In accordance with a preferred embodiment, BackgroundFinder (BF) is implemented as an agent responsible for preparing an individual for an upcoming meeting by helping him/her retrieve relevant information about the meeting from various sources. BF receives input text in character form indicative of the target meeting. The input text is generated in accordance with a preferred embodiment by a calendar program that includes the time of the meeting. As the time of the meeting approaches, the calendar program is queried to obtain the text of the target event and that information is utilized as input to the agent. Then, the agent parses the input meeting text to extract its various components such as title, body, participants, location, time etc. The system also performs pattern matching to identify particular meeting fields in a meeting text. This information is utilized to query various sources of information on the web and obtain relevant stories about the current meeting to send back to the calendaring system. For example, if an individual has a meeting with Netscape and Microsoft to talk about their disputes, and would obtain this initial information from the calendaring system. It will then parse out the text to realize that the companies in the meeting are "Netscape" and "Microsoft" and the topic is "disputes." Then, the system queries the web for relevant information concerning the topic. Thus, in accordance with an objective of the invention, the system updates the calendaring system and eventually the user with the best information it can gather to prepare the user for the target meeting. In accordance with a preferred embodiment, the information is stored in a file that is obtained via selection from a link imbedded in the calendar system.
Program Organization
A computer program in accordance with a preferred embodiment is organized in five distinct modules: BF.Main, BF.Parse, Background Finder.Error, BF.PatternMatching and BF.Search. There is also a formMain which provides a user interface used only for debugging purposes. The executable programs in accordance with a preferred embodiment never execute with the user interface and should only return to the calendaring system through Microsoft's Winsock control. A preferred embodiment of the system executes in two different modes which can be specified under the command line sent to it by the calendaring system. When the system runs in simple mode, it executes a keyword query to submit to external search engines. When executed in complex mode, the system performs pattern matching before it forms a query to be sent to a search engine.
Data Structures
The system in accordance with a preferred embodiment utilizes three user defined structures:
1. TMeetingRecord;
2. TPatternElement; and
3. TPatternRecord.
The user-defined structure, tMeetingRecord, is used to store all the pertinent information concerning a single meeting. This info includes userID, an original description of the meeting, the extracted list of keywords from the title and body of meeting etc. It is important to note that only one meeting record is created per instance of the system in accordance with a preferred embodiment. This is because each time the system is spawned to service an upcoming meeting, it is assigned a task to retrieve information for only one meeting. Therefore, the meeting record created corresponds to the current meeting examined. ParseMeetingText populates this meeting record and it is then passed around to provide information about the meeting to other functions.

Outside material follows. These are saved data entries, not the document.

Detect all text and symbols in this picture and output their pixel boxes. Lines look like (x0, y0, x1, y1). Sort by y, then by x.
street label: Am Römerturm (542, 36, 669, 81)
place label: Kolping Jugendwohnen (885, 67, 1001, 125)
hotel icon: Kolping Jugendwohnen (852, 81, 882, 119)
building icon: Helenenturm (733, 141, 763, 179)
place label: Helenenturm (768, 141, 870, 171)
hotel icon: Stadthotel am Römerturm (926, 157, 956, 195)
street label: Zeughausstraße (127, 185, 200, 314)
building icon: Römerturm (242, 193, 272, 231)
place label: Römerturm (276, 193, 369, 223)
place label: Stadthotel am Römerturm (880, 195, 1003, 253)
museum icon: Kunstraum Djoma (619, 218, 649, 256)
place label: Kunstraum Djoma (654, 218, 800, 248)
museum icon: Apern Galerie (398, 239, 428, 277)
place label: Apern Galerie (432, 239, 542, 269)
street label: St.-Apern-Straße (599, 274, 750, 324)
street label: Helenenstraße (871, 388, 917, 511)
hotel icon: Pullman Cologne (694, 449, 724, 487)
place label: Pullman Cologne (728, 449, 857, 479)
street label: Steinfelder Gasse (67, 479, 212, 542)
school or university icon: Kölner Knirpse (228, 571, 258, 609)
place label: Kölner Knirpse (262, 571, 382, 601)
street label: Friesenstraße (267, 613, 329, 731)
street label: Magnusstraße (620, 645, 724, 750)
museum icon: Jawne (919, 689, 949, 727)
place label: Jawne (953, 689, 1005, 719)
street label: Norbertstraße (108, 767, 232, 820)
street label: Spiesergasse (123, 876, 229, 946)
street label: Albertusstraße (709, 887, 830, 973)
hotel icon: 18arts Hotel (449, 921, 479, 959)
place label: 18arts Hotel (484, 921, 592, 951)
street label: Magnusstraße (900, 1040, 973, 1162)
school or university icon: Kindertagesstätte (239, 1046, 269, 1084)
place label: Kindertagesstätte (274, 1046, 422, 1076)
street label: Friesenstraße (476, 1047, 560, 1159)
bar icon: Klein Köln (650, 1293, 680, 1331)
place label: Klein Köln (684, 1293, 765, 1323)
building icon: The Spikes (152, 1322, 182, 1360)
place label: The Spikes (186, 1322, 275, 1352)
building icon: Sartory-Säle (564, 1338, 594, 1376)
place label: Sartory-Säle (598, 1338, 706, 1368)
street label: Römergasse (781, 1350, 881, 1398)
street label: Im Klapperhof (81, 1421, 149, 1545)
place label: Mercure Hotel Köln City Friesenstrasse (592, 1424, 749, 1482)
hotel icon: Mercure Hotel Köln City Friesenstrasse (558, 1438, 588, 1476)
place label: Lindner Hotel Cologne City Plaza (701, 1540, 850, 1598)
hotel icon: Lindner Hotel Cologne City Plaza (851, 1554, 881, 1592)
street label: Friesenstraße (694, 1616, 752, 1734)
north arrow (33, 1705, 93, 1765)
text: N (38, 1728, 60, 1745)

If GoPatternMatch can bind any values to a particular meeting field, the corresponding entries in the meeting record is also updated. The structure of tMeetingRecord with each field described in parentheses is provided below in accordance with a preferred embodiment.
A.1.1.1.1.1 Public Type tMeetingRecord
sUserID As String (user id given by Munin)
sTitleOrig As String (original non stop listed title we need to keep
around to send back to Munin)
sTitleKW As String (stoplisted title with only keywords)
sBodyKW As String (stoplisted body with only keywords)
sCompany( ) As String (companys identified in title or body through
pattern matching)
sTopic( ) As String (topics identified in title or body through
pattern matching)
sPeople( ) As String (people identified in title or body through
pattern matching)
sWhen( ) As String (time identified in title or body through pattern
matching)
sWhere( ) As String (location identified in title or body through
pattern matching)
sLocation As String (location as passed in by Munin)
sTime As String (time as passed in by Munin)
sParticipants( ) As String (all participants engaged as passed in by
Munin)
sMeetingText As String (the original meeting text w/o userid)
End Type
There are two other structures which are created to hold each individual pattern utilized in pattern matching. The record tAPatternRecord is an array containing all the components/elements of a pattern. The type tAPatternElement is an array of strings which represent an element in a pattern. Because there may be many "substitutes" for each element, we need an array of strings to keep track of what all the substitutes are. The structures of tAPatternElement and tAPatternRecord are presented below in accordance with a preferred embodiment.
Public Type tAPatternElement
elementArray( ) As String
End Type
Public Type tAPatternRecord
patternarray( ) As tAPatternElement
End Type
Common User Defined Constants
Many constants are defined in each declaration section of the program which may need to be updated periodically as part of the process of maintaining the system in accordance with a preferred embodiment. The constants are accessible to allow dynamic configuration of the system to occur as updates for maintaining the code.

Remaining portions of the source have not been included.